WHAT YOU HAVE TO DO – Reproduce the whole listing word for word. Leave every image out.

INFORMATION SUPPLIED –
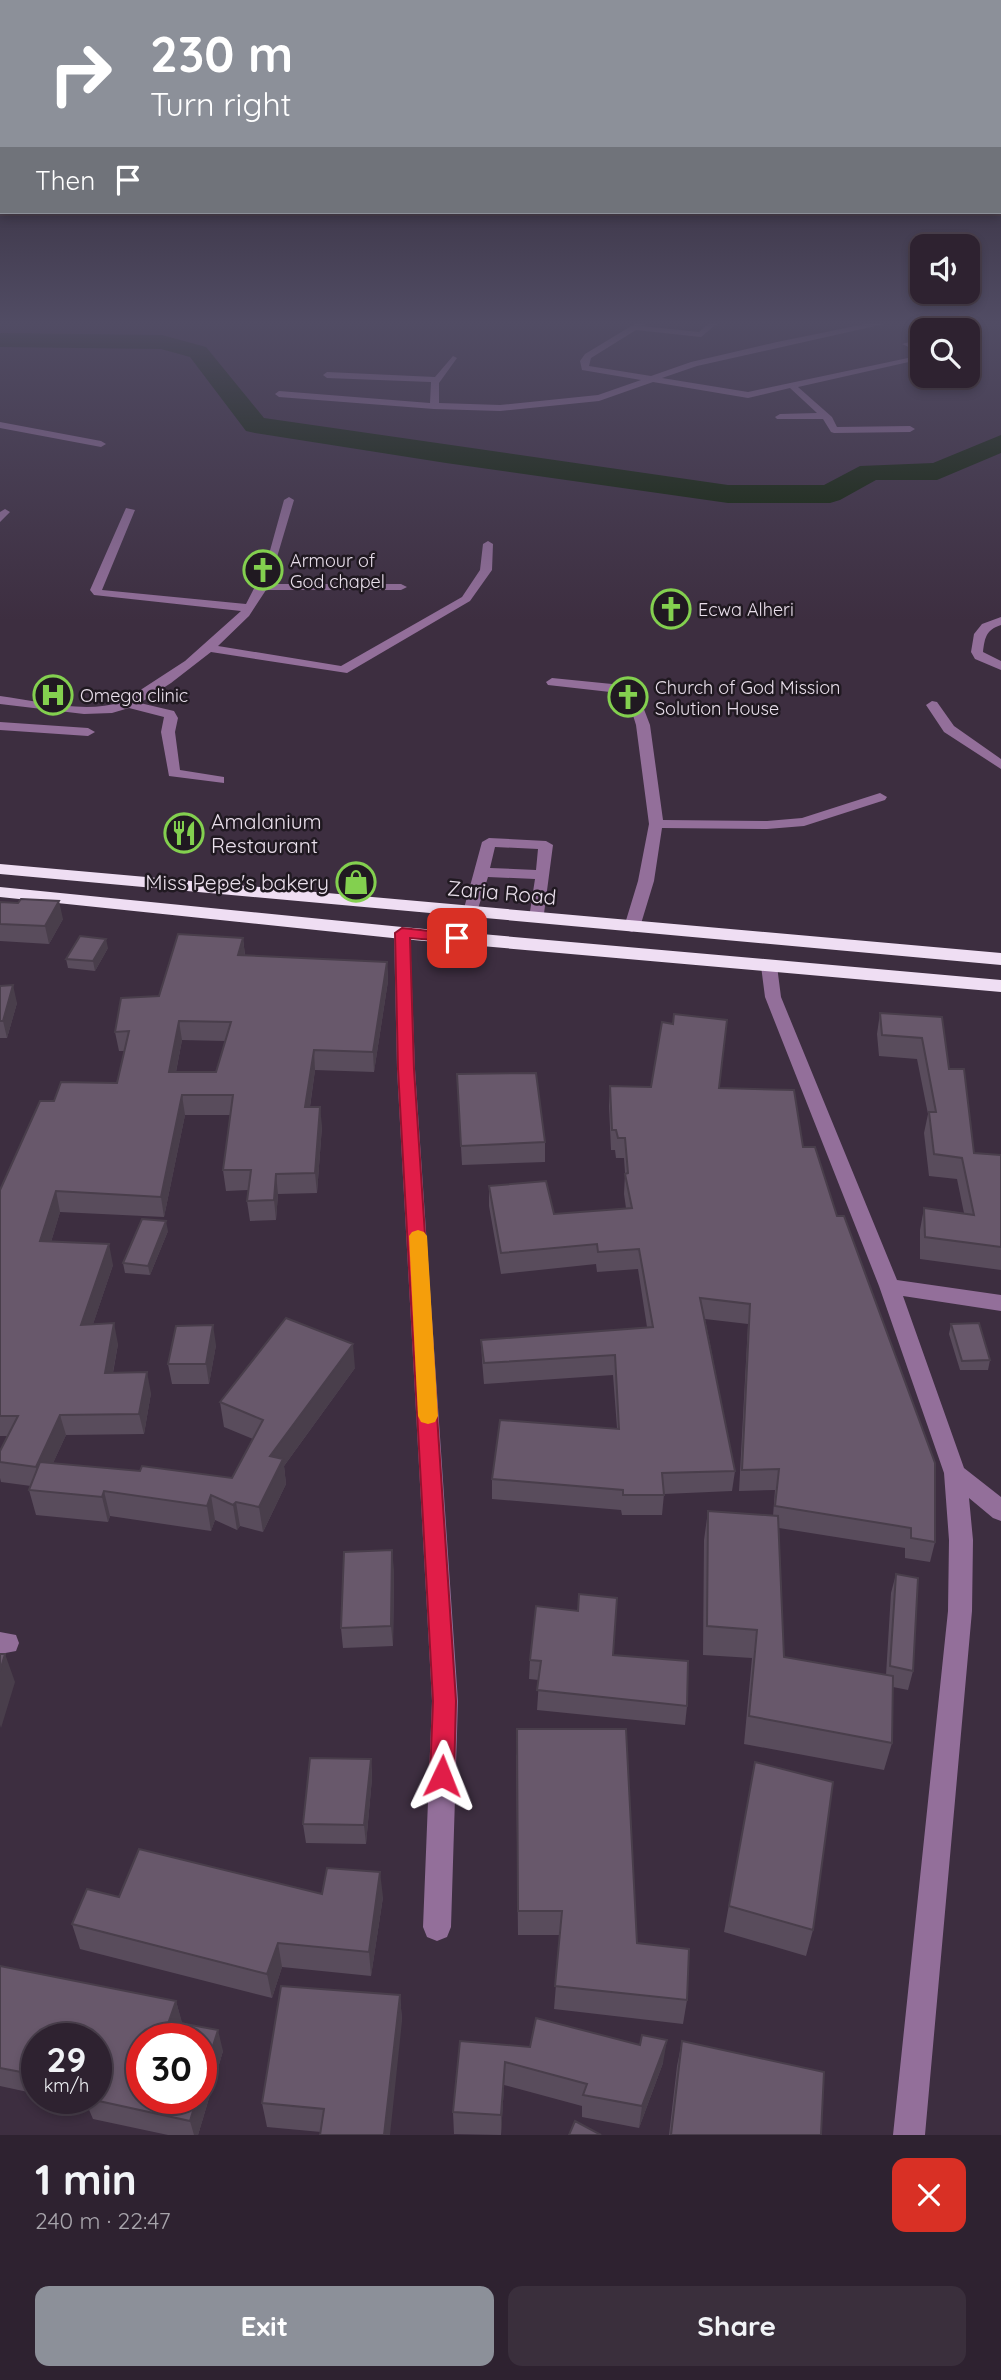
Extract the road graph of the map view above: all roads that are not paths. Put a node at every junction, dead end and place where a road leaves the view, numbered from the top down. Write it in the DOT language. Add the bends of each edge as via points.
graph roads {
  1 [pos="830,422"];
  2 [pos="0,425"];
  3 [pos="910,429"];
  4 [pos="101,444"];
  5 [pos="289,500"];
  6 [pos="130,510"];
  7 [pos="488,544"];
  8 [pos="262,587"];
  9 [pos="401,587"];
  10 [pos="249,608"];
  11 [pos="1001,621"];
  12 [pos="208,648"];
  13 [pos="1001,666"];
  14 [pos="552,682"];
  15 [pos="0,700"];
  16 [pos="130,704"];
  17 [pos="932,705"];
  18 [pos="0,726"];
  19 [pos="88,732"];
  20 [pos="1001,765"];
  21 [pos="219,780"];
  22 [pos="880,797"];
  23 [pos="656,824"];
  24 [pos="0,869"];
  25 [pos="482,872"];
  26 [pos="543,875"];
  27 [pos="0,892"];
  28 [pos="471,912"];
  29 [pos="537,918"];
  30 [pos="570,921"];
  31 [pos="632,927"];
  32 [pos="402,933"];
  33 [pos="568,948"];
  34 [pos="1001,959"];
  35 [pos="769,966"];
  36 [pos="1001,986"];
  37 [pos="890,1286"];
  38 [pos="1001,1303"];
  39 [pos="955,1473"];
  40 [pos="1001,1511"];
  41 [pos="437,1927"];
  42 [pos="909,2135"];
  1 -- 3 [label="street" via="834,430"];
  2 -- 4 [label="street"];
  5 -- 8 [label="street"];
  6 -- 10 [label="street" via="98,593"];
  7 -- 12 [label="street" via="486,570 466,598 343,670"];
  8 -- 9 [label="street"];
  8 -- 10 [label="street"];
  10 -- 12 [label="street"];
  11 -- 13 [label="street" via="986,626 977,652"];
  12 -- 16 [label="street"];
  14 -- 23 [label="street" via="633,694 643,725"];
  15 -- 16 [label="street" via="99,710"];
  16 -- 21 [label="street" via="172,718 168,732 174,773"];
  17 -- 20 [label="street" via="949,729"];
  18 -- 19 [label="street"];
  22 -- 23 [label="street" via="804,822"];
  23 -- 31 [label="street"];
  24 -- 28 [label="highway, Zaria Road"];
  25 -- 26 [label="street"];
  25 -- 26 [label="street" via="486,846 498,841 546,845"];
  25 -- 28 [label="street"];
  26 -- 29 [label="street"];
  27 -- 32 [label="highway"];
  28 -- 29 [label="highway, Zaria Road"];
  29 -- 30 [label="highway, Zaria Road"];
  30 -- 31 [label="highway, Zaria Road"];
  30 -- 33 [label="highway"];
  31 -- 34 [label="highway, Zaria Road"];
  32 -- 33 [label="highway"];
  32 -- 41 [label="street" via="406,1069 445,1701"];
  33 -- 35 [label="highway"];
  35 -- 36 [label="highway"];
  35 -- 37 [label="street" via="773,997"];
  37 -- 38 [label="street"];
  37 -- 39 [label="street"];
  39 -- 40 [label="street"];
  39 -- 42 [label="street" via="961,1540 960,1611"];
}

SOLUTION FOR THIS EXERCISE –
Extract the road graph of the map view above: all roads that are not paths. Put a node at every junction, dead end and place where a road leaves the view, numbered from the top down. Write it in the DOT language. Add the bends of each edge as via points.
graph roads {
  1 [pos="830,422"];
  2 [pos="0,425"];
  3 [pos="910,429"];
  4 [pos="101,444"];
  5 [pos="289,500"];
  6 [pos="130,510"];
  7 [pos="488,544"];
  8 [pos="262,587"];
  9 [pos="401,587"];
  10 [pos="249,608"];
  11 [pos="1001,621"];
  12 [pos="208,648"];
  13 [pos="1001,666"];
  14 [pos="552,682"];
  15 [pos="0,700"];
  16 [pos="130,704"];
  17 [pos="932,705"];
  18 [pos="0,726"];
  19 [pos="88,732"];
  20 [pos="1001,765"];
  21 [pos="219,780"];
  22 [pos="880,797"];
  23 [pos="656,824"];
  24 [pos="0,869"];
  25 [pos="482,872"];
  26 [pos="543,875"];
  27 [pos="0,892"];
  28 [pos="471,912"];
  29 [pos="537,918"];
  30 [pos="570,921"];
  31 [pos="632,927"];
  32 [pos="402,933"];
  33 [pos="568,948"];
  34 [pos="1001,959"];
  35 [pos="769,966"];
  36 [pos="1001,986"];
  37 [pos="890,1286"];
  38 [pos="1001,1303"];
  39 [pos="955,1473"];
  40 [pos="1001,1511"];
  41 [pos="437,1927"];
  42 [pos="909,2135"];
  1 -- 3 [label="street" via="834,430"];
  2 -- 4 [label="street"];
  5 -- 8 [label="street"];
  6 -- 10 [label="street" via="98,593"];
  7 -- 12 [label="street" via="486,570 466,598 343,670"];
  8 -- 9 [label="street"];
  8 -- 10 [label="street"];
  10 -- 12 [label="street"];
  11 -- 13 [label="street" via="986,626 977,652"];
  12 -- 16 [label="street"];
  14 -- 23 [label="street" via="633,694 643,725"];
  15 -- 16 [label="street" via="99,710"];
  16 -- 21 [label="street" via="172,718 168,732 174,773"];
  17 -- 20 [label="street" via="949,729"];
  18 -- 19 [label="street"];
  22 -- 23 [label="street" via="804,822"];
  23 -- 31 [label="street"];
  24 -- 28 [label="highway, Zaria Road"];
  25 -- 26 [label="street"];
  25 -- 26 [label="street" via="486,846 498,841 546,845"];
  25 -- 28 [label="street"];
  26 -- 29 [label="street"];
  27 -- 32 [label="highway"];
  28 -- 29 [label="highway, Zaria Road"];
  29 -- 30 [label="highway, Zaria Road"];
  30 -- 31 [label="highway, Zaria Road"];
  30 -- 33 [label="highway"];
  31 -- 34 [label="highway, Zaria Road"];
  32 -- 33 [label="highway"];
  32 -- 41 [label="street" via="406,1069 445,1701"];
  33 -- 35 [label="highway"];
  35 -- 36 [label="highway"];
  35 -- 37 [label="street" via="773,997"];
  37 -- 38 [label="street"];
  37 -- 39 [label="street"];
  39 -- 40 [label="street"];
  39 -- 42 [label="street" via="961,1540 960,1611"];
}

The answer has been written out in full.